The feel of his flesh does not go without Danika's acknowledgement. She breathes in the scent of his skin, or the violence which clings like death upon it. Her eyes widen at the sheer brutality of his memories. Danika cares little as she removes them, remembering them perhaps herself. It is like sorting through a computer and tagging each file with delete. The murder and mayham makes her lips curve to something more seductive, something wanton.

Something evil.

Danika pulls each of them without remorse, caring little for the victim that is staring into her eyes. The aquamarine growing almost possessed with the Godlike certainty of her powers. Then she hits them. The memories of care and concern. The memories his body fights to keep; tries to protect against her onslaught upon him. Golden brows lower just a bit as her hair swings forwards.

There is silence. Wonderful silence. Which suddenly breaks in her brain. The voice taking over and swimming where it doesn't belong. Her eyes flash with annoyance to the voice; as if these were her memories to claim and to keep.

"I'm making the world perfect again. I'm freeing them." Her voice is low, soothing, sultry. Believe her. Give into her. Allow her.

Danika's eyes stare intensely into his as she begins to battle her powers to pull them faster, erasing not only the people from his mind; but the powers he has taken. She attempts to wipe his existence, his power, to imprison him in humanity's weak shell.

Another groan, eyes squeezing shut as if in pain as he loses touch with those memories. He'd— he'd gotten used to it, being able to remember every single thing he encountered, being able to sit and meditate and going through them like one might leisurely peruse a book.

He forgets what kind of pie Eileen gave him that day he accidentally saved her life.

He forgets how to speak Mandarin.

He forgets the fact he can talk to birds without killing anyone for the cause.
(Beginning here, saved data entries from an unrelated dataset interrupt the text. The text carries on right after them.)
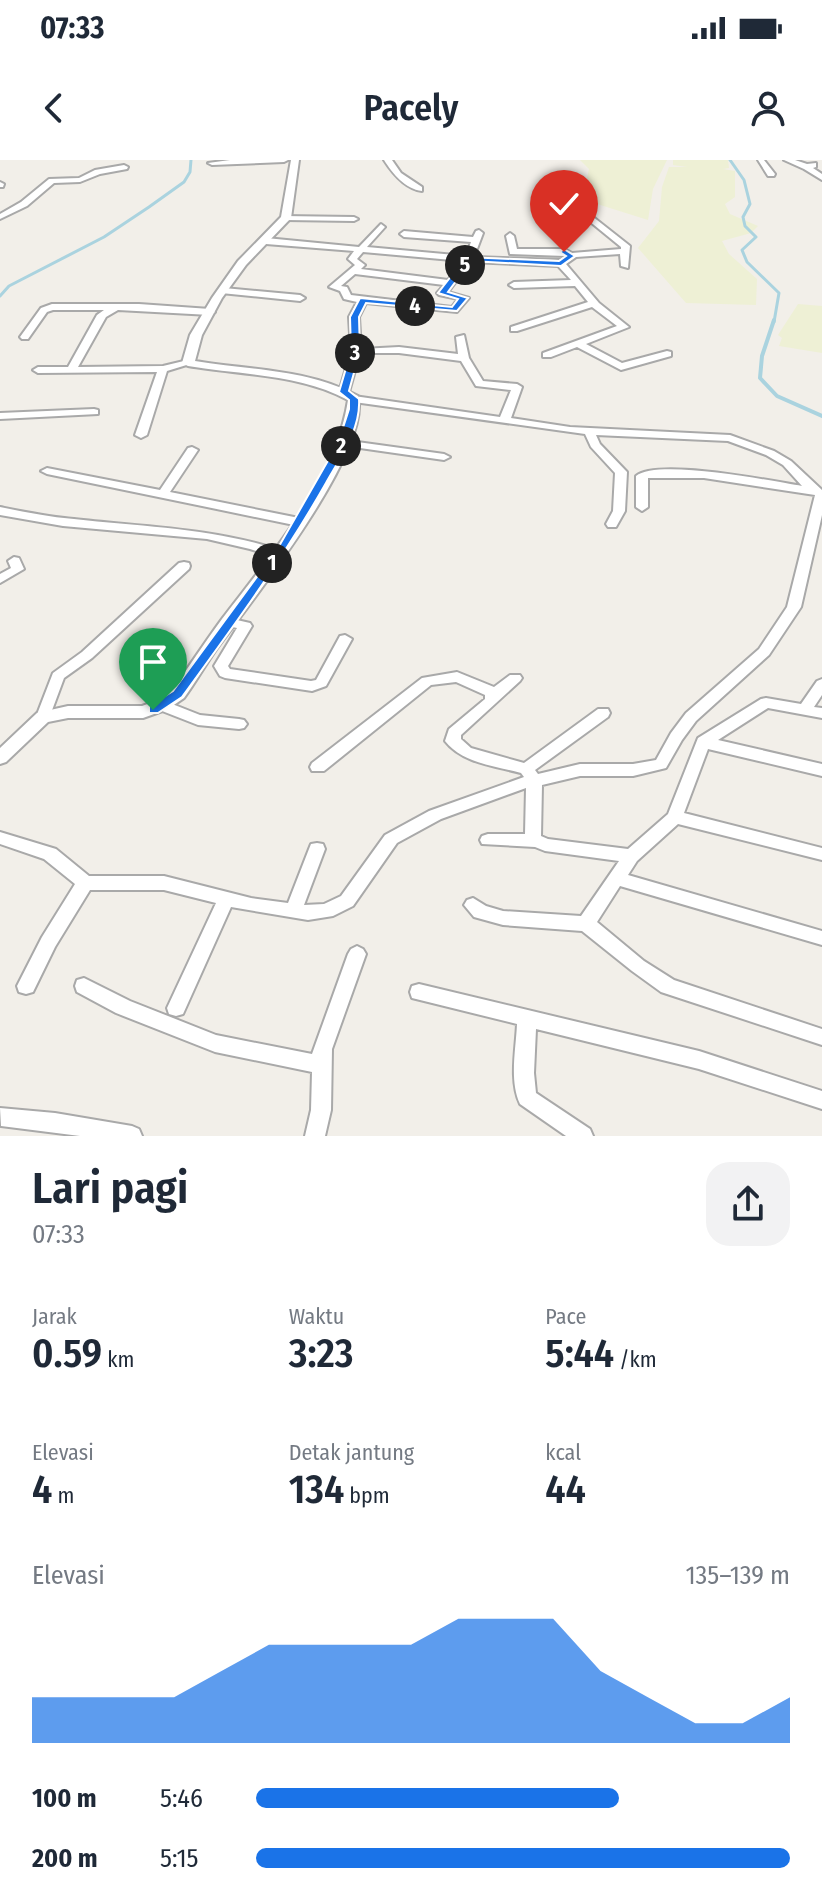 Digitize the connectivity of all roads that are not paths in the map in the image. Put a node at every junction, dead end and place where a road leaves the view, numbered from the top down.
1 (284, 160) edge
2 (295, 160) edge
3 (388, 160) edge
4 (761, 160) edge
5 (775, 160) edge
6 (788, 160) edge
7 (212, 163) dead end
8 (813, 165) edge
9 (124, 167) dead end
10 (771, 174) dead end
11 (822, 178) edge
12 (419, 189) dead end
13 (564, 196) dead end
14 (0, 217) edge
15 (286, 218) junction
16 (354, 219) dead end
17 (381, 227) dead end
18 (510, 236) dead end
19 (266, 241) junction
20 (362, 247) junction
21 (389, 250) junction
22 (624, 251) junction
23 (571, 256) junction
24 (469, 259) junction
25 (561, 263) junction
26 (625, 266) dead end
27 (353, 271) junction
28 (451, 283) junction
29 (576, 283) junction
30 (514, 285) dead end
31 (224, 291) junction
32 (300, 298) dead end
33 (363, 300) junction
34 (594, 304) junction
35 (116, 308) junction
36 (210, 312) junction
37 (514, 329) dead end
38 (25, 337) dead end
39 (461, 337) dead end
40 (578, 344) junction
41 (363, 351) dead end
42 (667, 354) dead end
43 (547, 355) dead end
44 (464, 358) junction
45 (188, 363) junction
46 (163, 369) junction
47 (38, 370) dead end
48 (71, 370) junction
49 (349, 396) junction
50 (94, 412) dead end
51 (0, 416) edge
52 (504, 421) junction
53 (589, 430) junction
54 (141, 435) dead end
55 (343, 443) junction
56 (192, 450) dead end
57 (444, 457) dead end
58 (47, 471) dead end
59 (164, 493) junction
60 (819, 493) edge
61 (642, 507) dead end
62 (0, 511) edge
63 (299, 522) junction
64 (612, 524) dead end
65 (278, 554) junction
66 (14, 561) dead end
67 (184, 566) dead end
68 (0, 579) edge
69 (228, 622) junction
70 (345, 639) dead end
71 (515, 678) dead end
72 (822, 684) edge
73 (492, 697) junction
74 (162, 705) junction
75 (814, 711) edge
76 (603, 713) dead end
77 (43, 717) junction
78 (239, 724) dead end
79 (703, 742) junction
80 (0, 758) edge
81 (318, 767) dead end
82 (822, 770) edge
83 (530, 774) junction
84 (675, 817) junction
85 (0, 838) edge
86 (488, 840) dead end
87 (536, 841) junction
88 (317, 849) dead end
89 (822, 854) edge
90 (631, 856) junction
91 (618, 879) junction
92 (85, 883) junction
93 (226, 899) junction
94 (473, 905) dead end
95 (294, 910) junction
96 (586, 924) junction
97 (822, 938) edge
98 (357, 954) dead end
99 (26, 986) dead end
100 (84, 986) dead end
101 (419, 992) dead end
102 (176, 1008) dead end
103 (527, 1018) junction
104 (822, 1037) edge
105 (322, 1065) junction
106 (822, 1100) edge
107 (1, 1117) edge
108 (585, 1135) edge
109 (132, 1136) edge
110 (315, 1136) edge

1 - 7 street
2 - 15 street
3 - 12 street
4 - 5 street
4 - 10 street
6 - 8 street
8 - 11 street
9 - 14 street
13 - 22 street
15 - 16 street
15 - 19 street
17 - 20 street
18 - 23 street
19 - 20 street
19 - 31 street
20 - 21 street
20 - 27 street
21 - 24 street
21 - 24 street
22 - 23 street
22 - 26 street
23 - 25 street
24 - 25 street
24 - 28 street
25 - 29 street
27 - 28 street
27 - 33 street
28 - 33 street
29 - 30 street
29 - 34 street
31 - 32 street
31 - 36 street
33 - 49 street
34 - 37 street
34 - 40 street
35 - 36 street
35 - 38 street
35 - 48 street
36 - 45 street
39 - 44 street
40 - 42 street
40 - 43 street
41 - 44 street
44 - 52 street
45 - 46 street
45 - 49 street
46 - 48 street
46 - 54 street
47 - 48 street
49 - 52 street
49 - 55 street
50 - 51 street
52 - 53 street
53 - 60 street
53 - 64 street
55 - 57 street
55 - 63 street
56 - 59 street
58 - 59 street
59 - 63 street
60 - 61 street
60 - 83 street
62 - 65 street
63 - 65 street
65 - 69 street
66 - 68 street
67 - 77 street
69 - 70 street
69 - 74 street
71 - 73 street
72 - 75 street
73 - 81 street
73 - 83 street
74 - 77 street
74 - 78 street
75 - 79 street
76 - 83 street
77 - 80 street
79 - 82 street
79 - 84 street
83 - 87 street
83 - 95 street
84 - 89 street
84 - 90 street
85 - 92 street
86 - 87 street
87 - 90 street
88 - 95 street
90 - 91 street
91 - 96 street
91 - 97 street
92 - 93 street
92 - 99 street
93 - 95 street
93 - 102 street
94 - 96 street
96 - 104 street
98 - 105 street
100 - 105 street
101 - 103 street
103 - 106 street
103 - 108 street
105 - 110 street
107 - 109 street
He forgets the meaning of the tattoo imprinted on his arm.

He forgets the bite of a noose around his neck in his own and only suicide attempt, and he forgets the relief he knew to know, for a moment, that he wasn't a bad person.

"No," Sylar breathes out, trying to turn away from her, feeling everything slip away - there's too much to hold onto and the woman speaking to him now is an expert. He forgets names - Ethan, Peter, Wu-Long, Elias, Abby - and he forgets their faces, until he's alone in the world. What did he call himself, the day he killed his first victim? Doesn't matter. The struggle dies as he knows less and less, leaving emptiness and uncertainty.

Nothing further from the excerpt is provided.